Aerial view of the UMMC Campus.
Former UMMC Vice Chancellor Dan Jones told the Mississippi Free Press in a Jan. 6, 2023, interview that the Mississippi Senate would not commit to ongoing funding for a burn center at the hospital. Photo courtesy UMMC Communications

Lineaweaver was disappointed when his push for a burn center at UMMC failed to bear fruit in 2006. Now, he says another chance has arrived. “Developing a burn service at the trauma center is the obvious, and in some sense necessary, answer to take care of the acute and (long-term) care that people need, including reconstructive surgery, kidney support, and all the other things that come up,” he told the Mississippi Free Press.

“I am 100% in accordance with (Lineaweaver),” Holland responded. “And it’s a shame. Just wait till somebody in the ranks of current leadership has a family member that gets burned. Somebody might get interested. But right now we’ve got poor folks that have zero political clout getting burned every day, and they deserve treatment.

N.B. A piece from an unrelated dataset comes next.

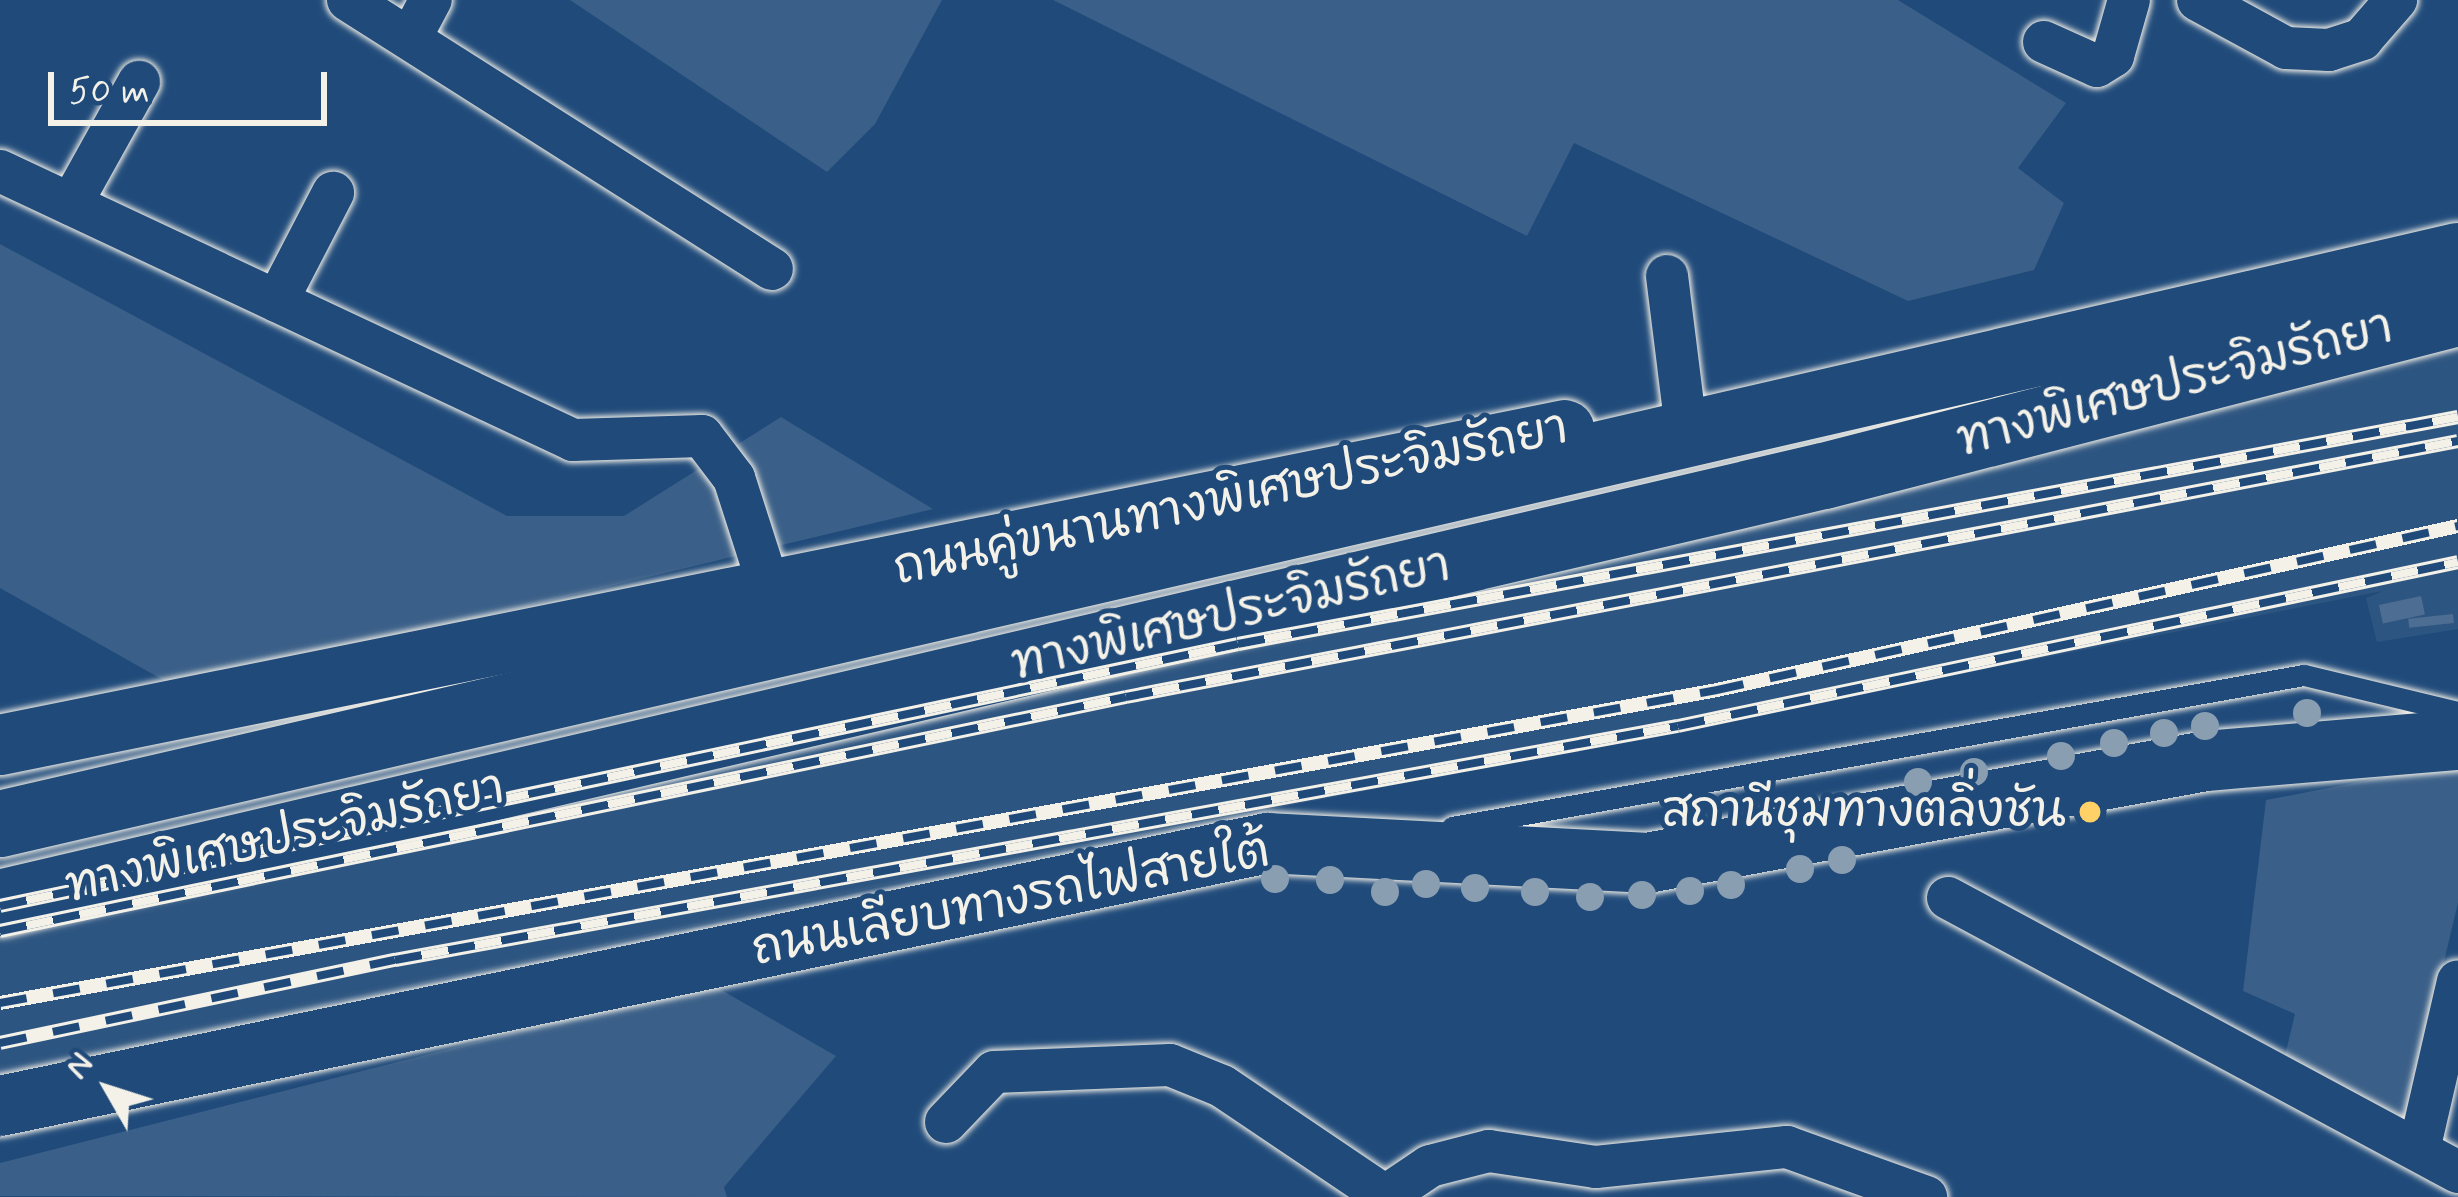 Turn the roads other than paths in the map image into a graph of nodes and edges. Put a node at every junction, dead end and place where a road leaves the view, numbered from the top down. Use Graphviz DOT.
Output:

It’s a right to ’em as far as I’m concerned.”

Marc Rolph, UMMC’s executive director of communications and marketing, declined multiple requests for interviews with current and former medical-center leadership for this story, but provided a statement response on Jan. 3, 2023.

“When Jackson’s privately run burn center, the only one in the state, announced it was closing last October, UMMC voluntarily stepped up to fill this health care void by ramping up the capabilities of the state’s only academic medical center and Level I Trauma Center to care for burn patients,” Rolph wrote. 

“Since then, we have administered potentially life-saving care to dozens of adults and children. We continue to evaluate the needs of Mississippi’s burn victims and how we may be able to provide the vital, complex care they require and we will expand our capabilities in the future as necessary to meet these needs.”

News Editor Ashton Pittman contributed to this report.